There’s been a growth in housing prices for the third consecutive month, CoreLogic’s June Home Price Index (HPI) shows, with a 0.7% increase in June 2011 compared to the previous month.
On a yearly basis, however, home prices are still lower than their 2010 levels, with a 6.8% decline, following a 6.7% May decline from the previous year. Excluding distressed sales, year-over-year prices experienced a 1.1% decline compared to June 2010, says the analytics provider.

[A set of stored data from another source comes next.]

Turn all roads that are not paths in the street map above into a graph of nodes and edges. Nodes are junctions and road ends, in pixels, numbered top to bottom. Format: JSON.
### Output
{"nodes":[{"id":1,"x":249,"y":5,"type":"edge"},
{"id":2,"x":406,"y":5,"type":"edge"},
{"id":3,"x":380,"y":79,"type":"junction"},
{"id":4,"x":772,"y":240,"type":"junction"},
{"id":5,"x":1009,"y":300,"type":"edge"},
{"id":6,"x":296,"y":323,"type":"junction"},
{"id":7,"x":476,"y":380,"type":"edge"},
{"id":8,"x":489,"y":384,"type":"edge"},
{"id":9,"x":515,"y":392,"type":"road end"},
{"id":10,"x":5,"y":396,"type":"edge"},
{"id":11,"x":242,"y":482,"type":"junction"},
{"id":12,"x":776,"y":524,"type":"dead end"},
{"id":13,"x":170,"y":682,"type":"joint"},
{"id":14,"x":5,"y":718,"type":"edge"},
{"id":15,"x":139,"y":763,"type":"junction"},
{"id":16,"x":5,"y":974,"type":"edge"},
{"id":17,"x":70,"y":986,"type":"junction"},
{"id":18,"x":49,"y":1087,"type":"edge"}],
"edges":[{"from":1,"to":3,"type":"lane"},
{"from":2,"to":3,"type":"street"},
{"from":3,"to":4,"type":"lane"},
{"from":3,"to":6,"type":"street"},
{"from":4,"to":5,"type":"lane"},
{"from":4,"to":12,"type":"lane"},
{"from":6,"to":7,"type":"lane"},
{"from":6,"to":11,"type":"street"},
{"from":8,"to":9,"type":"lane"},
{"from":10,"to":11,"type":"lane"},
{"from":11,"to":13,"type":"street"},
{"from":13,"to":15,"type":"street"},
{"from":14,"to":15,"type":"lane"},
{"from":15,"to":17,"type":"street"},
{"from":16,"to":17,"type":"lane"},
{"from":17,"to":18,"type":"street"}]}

“While there is a consistent and sustained seasonal improvement in prices over the last three months, prices are lower than a year ago due to the decline in prices after the expiration of the tax credit last year. The difference between the overall HPI and our index excluding distressed sales indicates that the price declines are more concentrated in the distressed sales market,” says Mark Fleming, chief economist for CoreLogic.
Including distressed sales, states with the highest appreciation include New York, up 3.3%, and the District of Columbia, up 2.4%. And while only five states garnered appreciation, 10 states experienced only minimal depreciation, at 2% or less.
Numbered among the states with the greatest depreciation, including distressed sales, are Nevada, with a depreciation of 12.4%, Idaho and Arizona, at 12.3%, and Illinois, at 12.2%.
Overall, trends are slightly more positive than last month, as 86 of the top-100 Core Based Statistical Areas measured by population are showing year-over-year declines, compared to May’s 91.